Technology has been another driver of performance. Not long ago, ore with 14–15% metal content would be dumped as waste. Now, refiners extract metal from material with less than 1% content.

This improvement in recovery rates marks a significant step in capital efficiency. It also shifts the economics of the sector. As more metal is recovered from the same volume of rock, producers can raise output without proportionally higher mining costs.

Such gains matter for a country that aims to turn mineral wealth into a reliable industrial base rather than a volatile commodity cycle.

The employment footprint is equally notable. About 15,000 people work directly in the lead and zinc industry. The indirect jobs, including transport, engineering, equipment supply and logistics, multiply the figure several times.

For regions around Zanjan and other mining hubs, this industry has become a stabilizing force, supplying predictable wages in places where job creation can be slow.

Downstream activity has deepened as well. Products such as zinc sulfate for agriculture and zinc oxide for pharmaceuticals are fully supplied by domestic producers.

These industries no longer rely on imported intermediates, even though the specialized nature of these compounds makes exporting them difficult.

Still, the existence of a complete domestic supply chain marks a technical leap for Iran, allowing local manufacturers to operate with cheaper inputs and steadier supply.

Environmental practices have also changed. Waste, once viewed as valueless residues containing nickel, cobalt and cadmium, is now processed to extract those metals.

The ability to turn industrial waste into saleable material both reduces disposal costs and supports the development of a greener industry.

For a sector often criticized globally for heavy environmental footprints, these recovery systems demonstrate how engineering solutions can shift the balance towards more sustainable operations.

The geological reality that lead and zinc are usually found together has reinforced integration. Roughly 70% of deposits contain both.

Most zinc mines are underground, accounting for about 80% of operations; 10% are open-pit, and the rest are a mix. This structure allows producers to plan long-term extraction while limiting land disturbance.

It also supports steady feedstock for processing plants, which rely on a predictable supply to maintain export commitments.

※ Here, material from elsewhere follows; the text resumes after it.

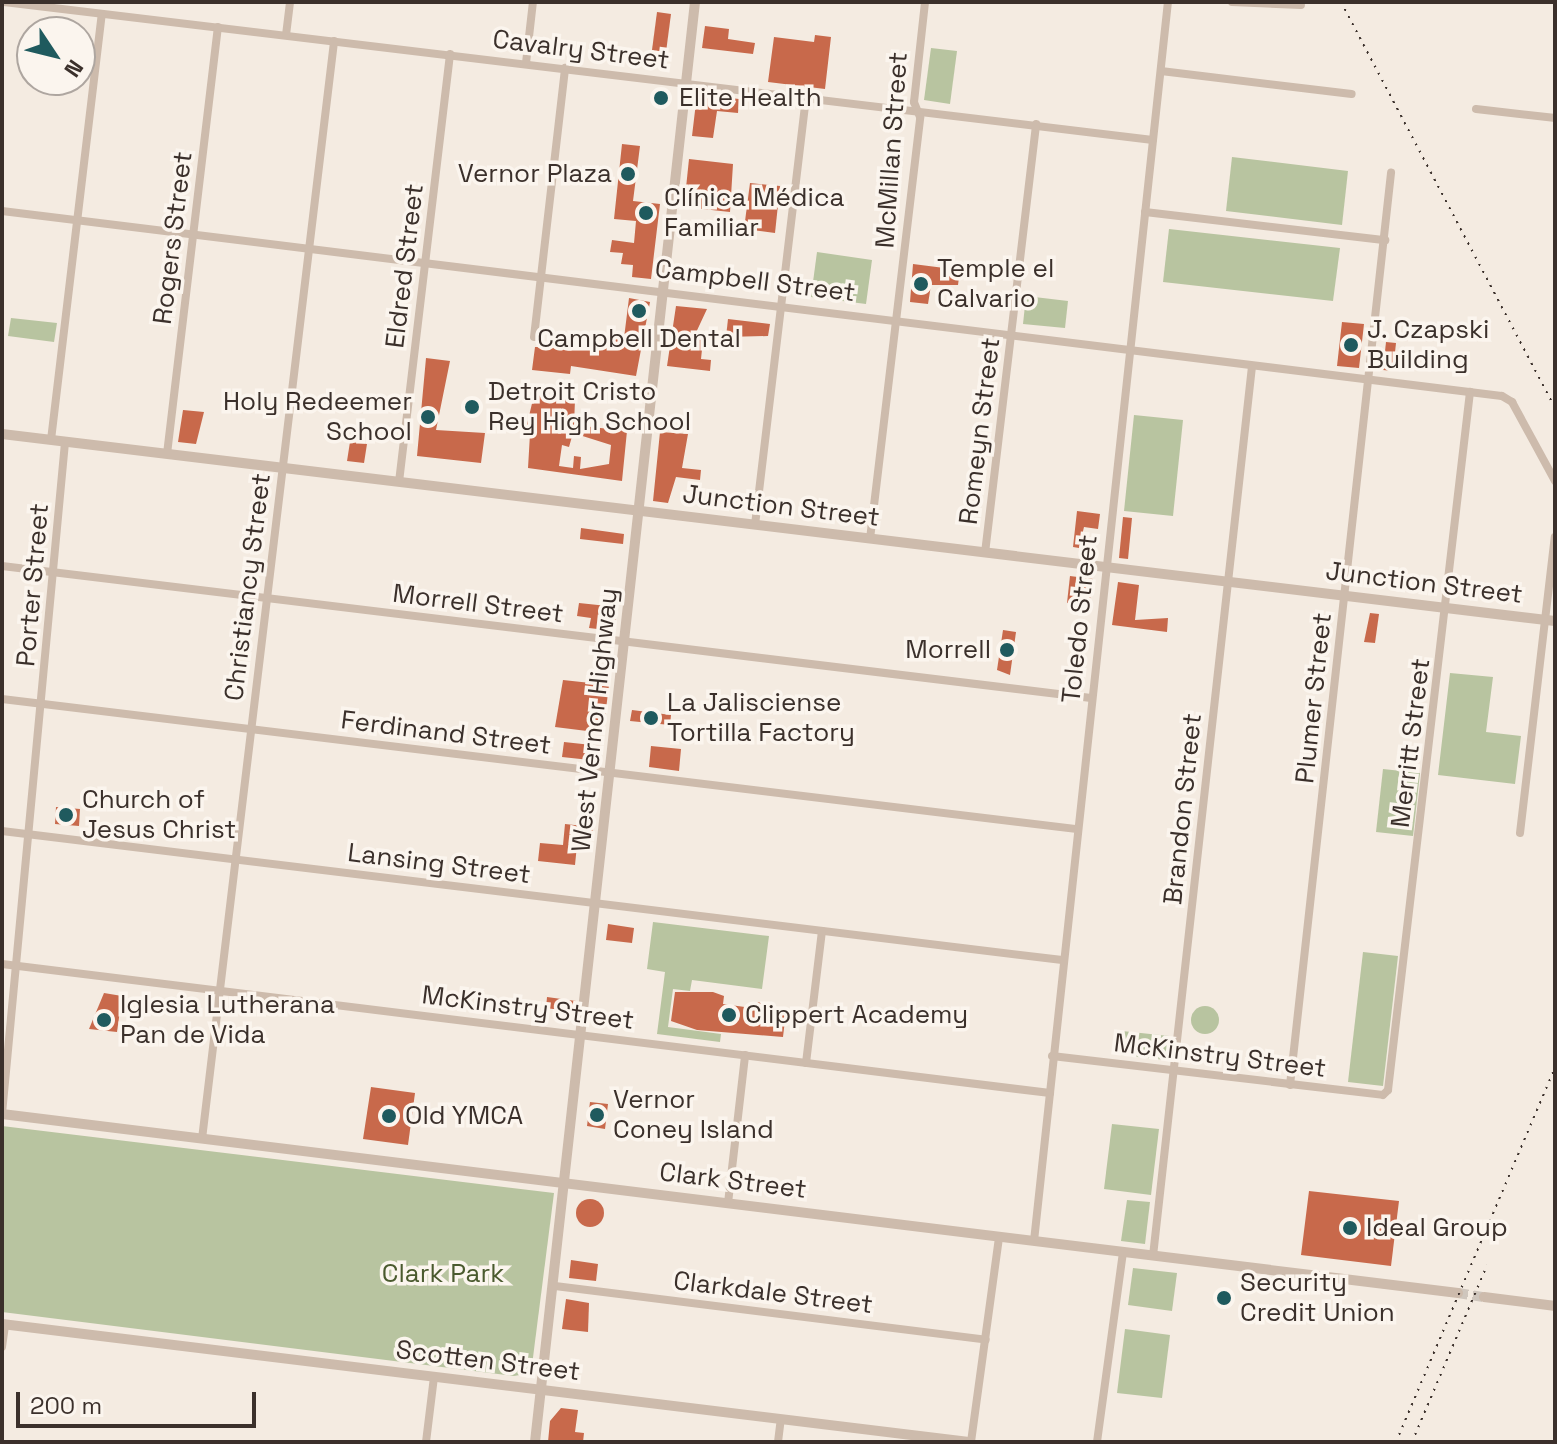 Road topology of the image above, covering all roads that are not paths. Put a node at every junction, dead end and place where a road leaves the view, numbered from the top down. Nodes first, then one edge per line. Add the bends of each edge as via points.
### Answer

The global significance of these metals adds weight to Iran’s progress. Zinc is the fourth most-used metal in the world, essential for construction, automobiles, renewable energy components and medical instruments. Lead is the sixth most-used, central to batteries, cables and electronics.

These uses have deep historical roots. Zinc alloys date back seven millennia; lead has been used for more than 5,000 years, but their modern applications place them at the heart of industrial and green-technology supply chains.

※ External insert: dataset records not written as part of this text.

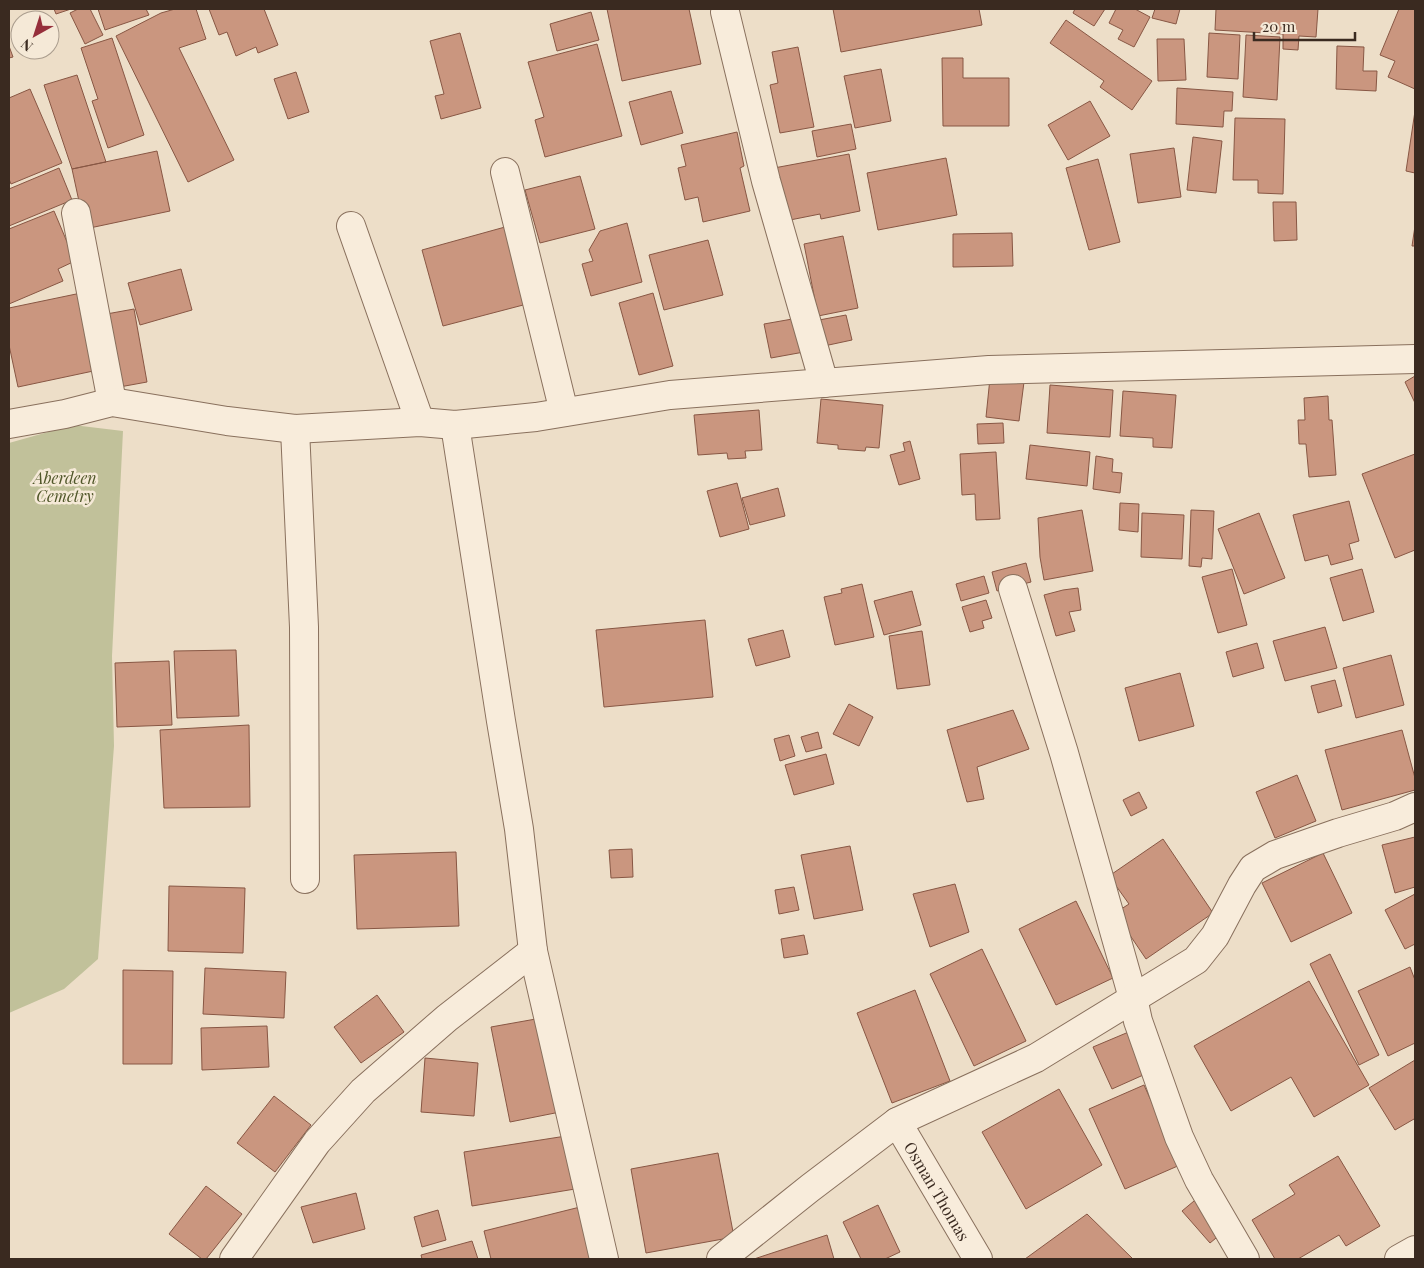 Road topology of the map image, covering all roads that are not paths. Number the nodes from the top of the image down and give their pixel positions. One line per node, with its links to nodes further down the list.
1 (725, 12): 6 (street)
2 (505, 172): 8 (street)
3 (76, 213): 7 (street)
4 (351, 226): 9 (street)
5 (1415, 359): 6 (street)
6 (824, 383): 8 (street)
7 (112, 402): 10 (street); 12 (street)
8 (564, 412): 11 (street)
9 (420, 422): 11 (street); 12 (street)
10 (9, 424)
11 (455, 425): 16 (street)
12 (295, 428): 15 (street)
13 (1013, 589): 17 (street)
14 (1415, 807): 17 (street)
15 (305, 879)
16 (533, 951): 20 (street); 21 (street)
17 (1133, 998): 18 (street); 24 (street)
18 (896, 1122): 22 (street); 23 (street, Osman Thomas)
19 (1415, 1250): 25 (street)
20 (234, 1259)
21 (604, 1259)
22 (721, 1259)
23 (978, 1259)
24 (1245, 1259)
25 (1399, 1259)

Iran’s ability to serve these markets gives the country leverage in a sector where demand tends to track long-term economic growth rather than short-term cycles.

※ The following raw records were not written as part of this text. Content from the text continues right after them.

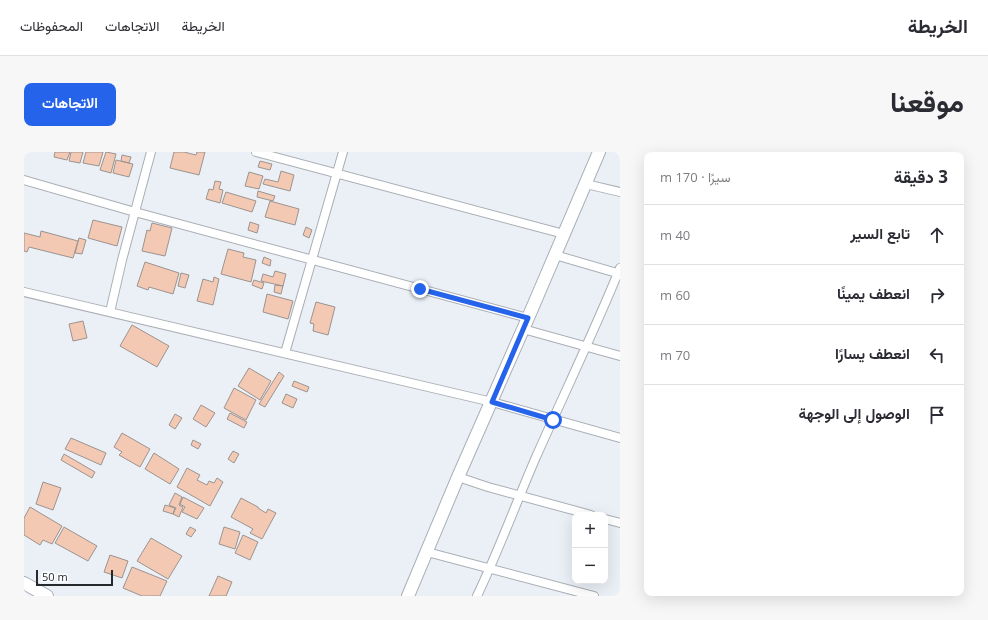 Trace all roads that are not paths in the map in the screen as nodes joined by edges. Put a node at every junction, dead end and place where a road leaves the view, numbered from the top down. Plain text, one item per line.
1 (151, 152) edge
2 (256, 152) edge
3 (343, 152) edge
4 (599, 152) edge
5 (337, 173) junction
6 (24, 180) edge
7 (586, 184) junction
8 (620, 192) edge
9 (135, 212) junction
10 (564, 234) junction
11 (555, 255) junction
12 (312, 260) junction
13 (619, 272) edge
14 (24, 292) edge
15 (110, 312) junction
16 (526, 324) junction
17 (586, 347) junction
18 (285, 353) junction
19 (620, 356) edge
20 (492, 402) junction
21 (553, 420) junction
22 (620, 438) edge
23 (458, 477) junction
24 (520, 495) junction
25 (580, 512) edge
26 (608, 520) edge
27 (620, 523) edge
28 (427, 552) junction
29 (490, 568) junction
30 (24, 583) edge
31 (47, 596) edge
32 (408, 596) edge
33 (477, 596) edge
34 (594, 596) edge

1 - 9 street
2 - 5 street
3 - 5 street
4 - 7 street
5 - 10 street
5 - 12 street
6 - 9 street
7 - 8 street
7 - 10 street
9 - 12 street
9 - 15 street
10 - 11 street
11 - 13 street
11 - 16 street
12 - 16 street
12 - 18 street
13 - 17 street
14 - 15 street
15 - 18 street
16 - 17 street
16 - 20 street
17 - 19 street
17 - 21 street
18 - 20 street
20 - 21 street
20 - 23 street
21 - 22 street
21 - 24 street
23 - 24 street
23 - 28 street
24 - 25 street
24 - 29 street
26 - 27 street
28 - 29 street
28 - 32 street
29 - 33 street
29 - 34 street
30 - 31 street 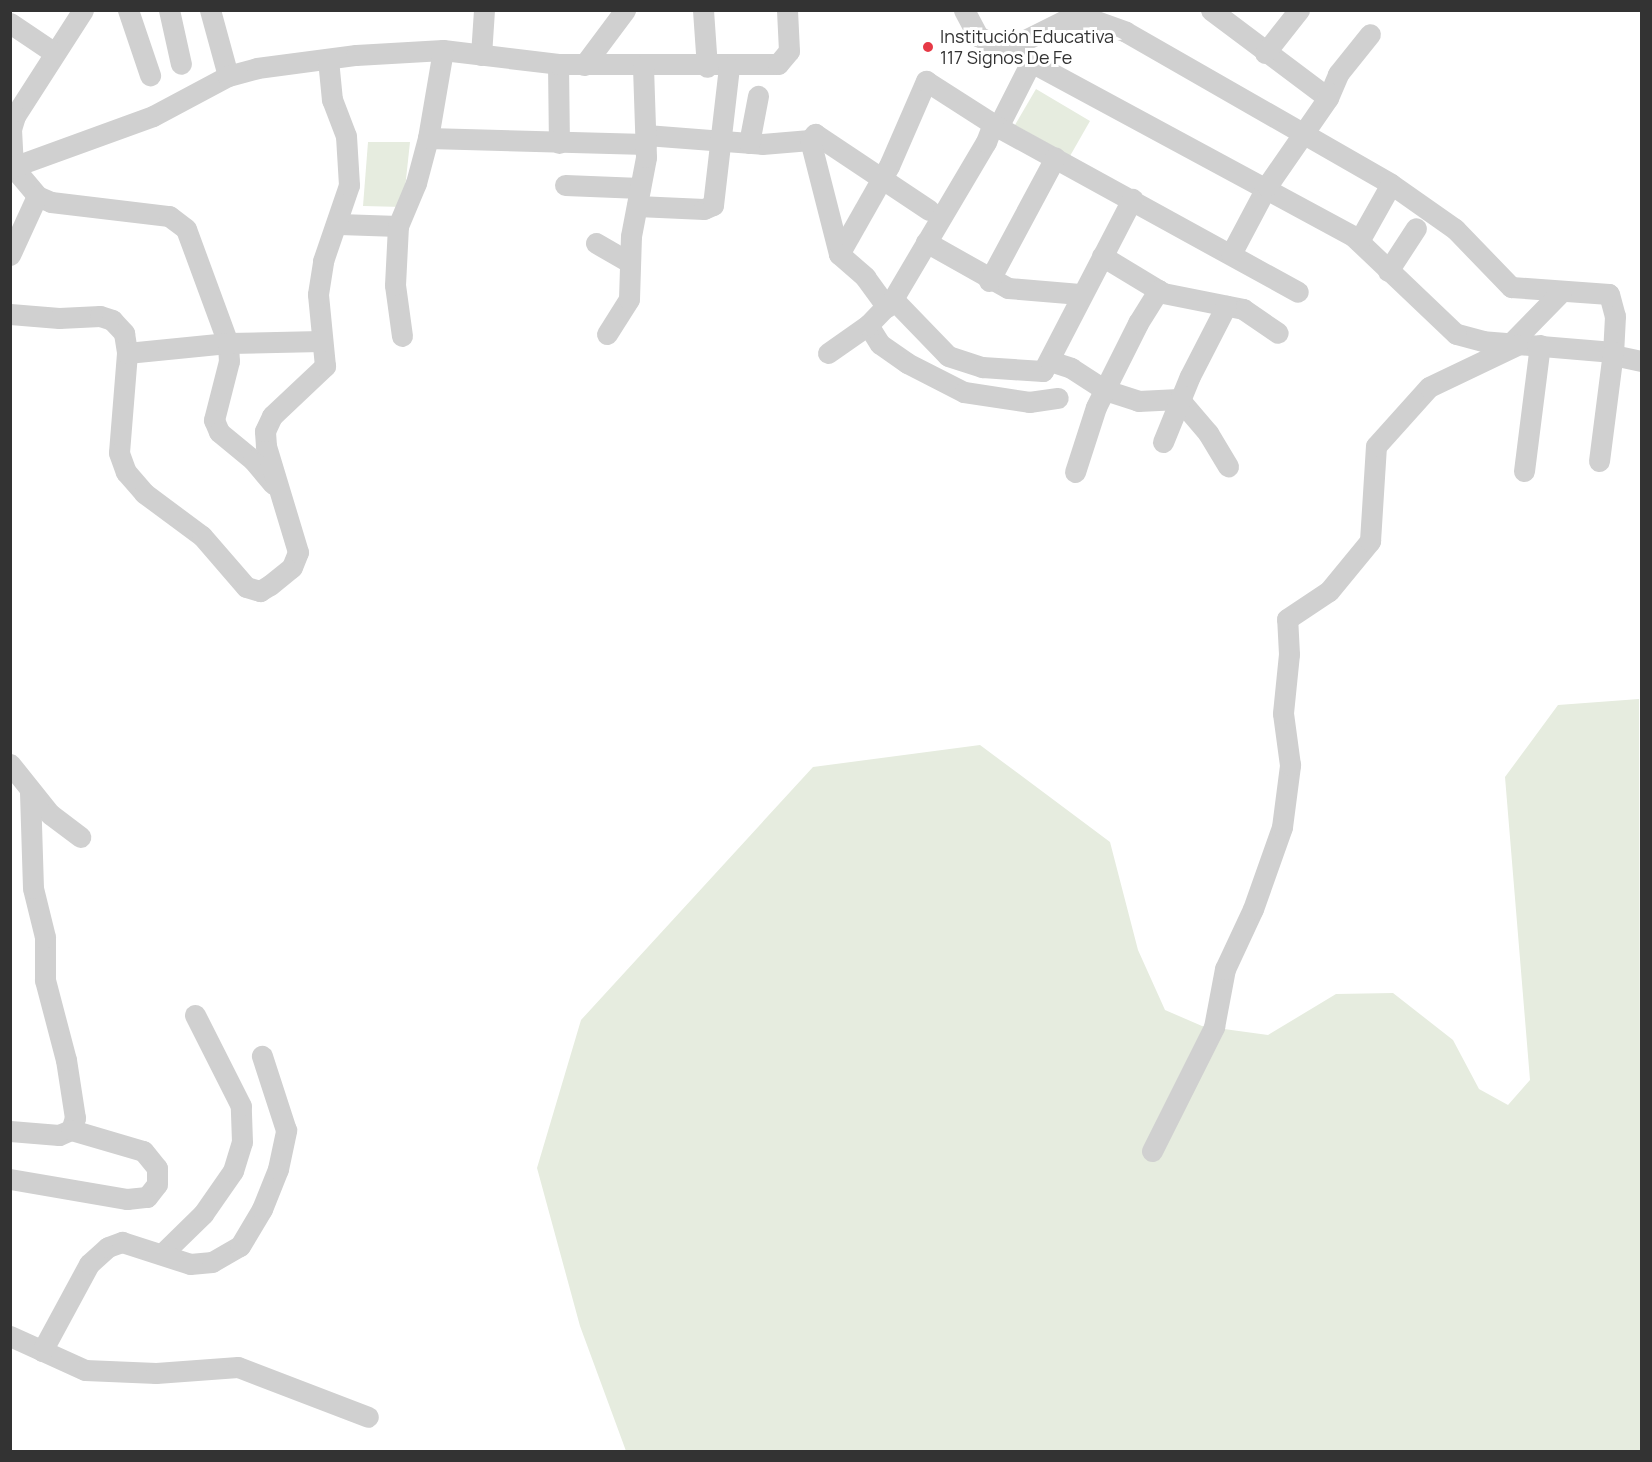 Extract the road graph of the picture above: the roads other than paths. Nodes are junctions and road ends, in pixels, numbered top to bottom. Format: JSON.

Decades of accumulated expertise, persistent private investment and a strong geological base have together repositioned Iran as a significant force in the regional and global lead and zinc market.

The industry’s capacity to turn former waste into profitable metals, reach near-complete domestic supply in several downstream products, sustain a large export surplus and operate to international quality standards has created a platform of industrial power that continues to expand.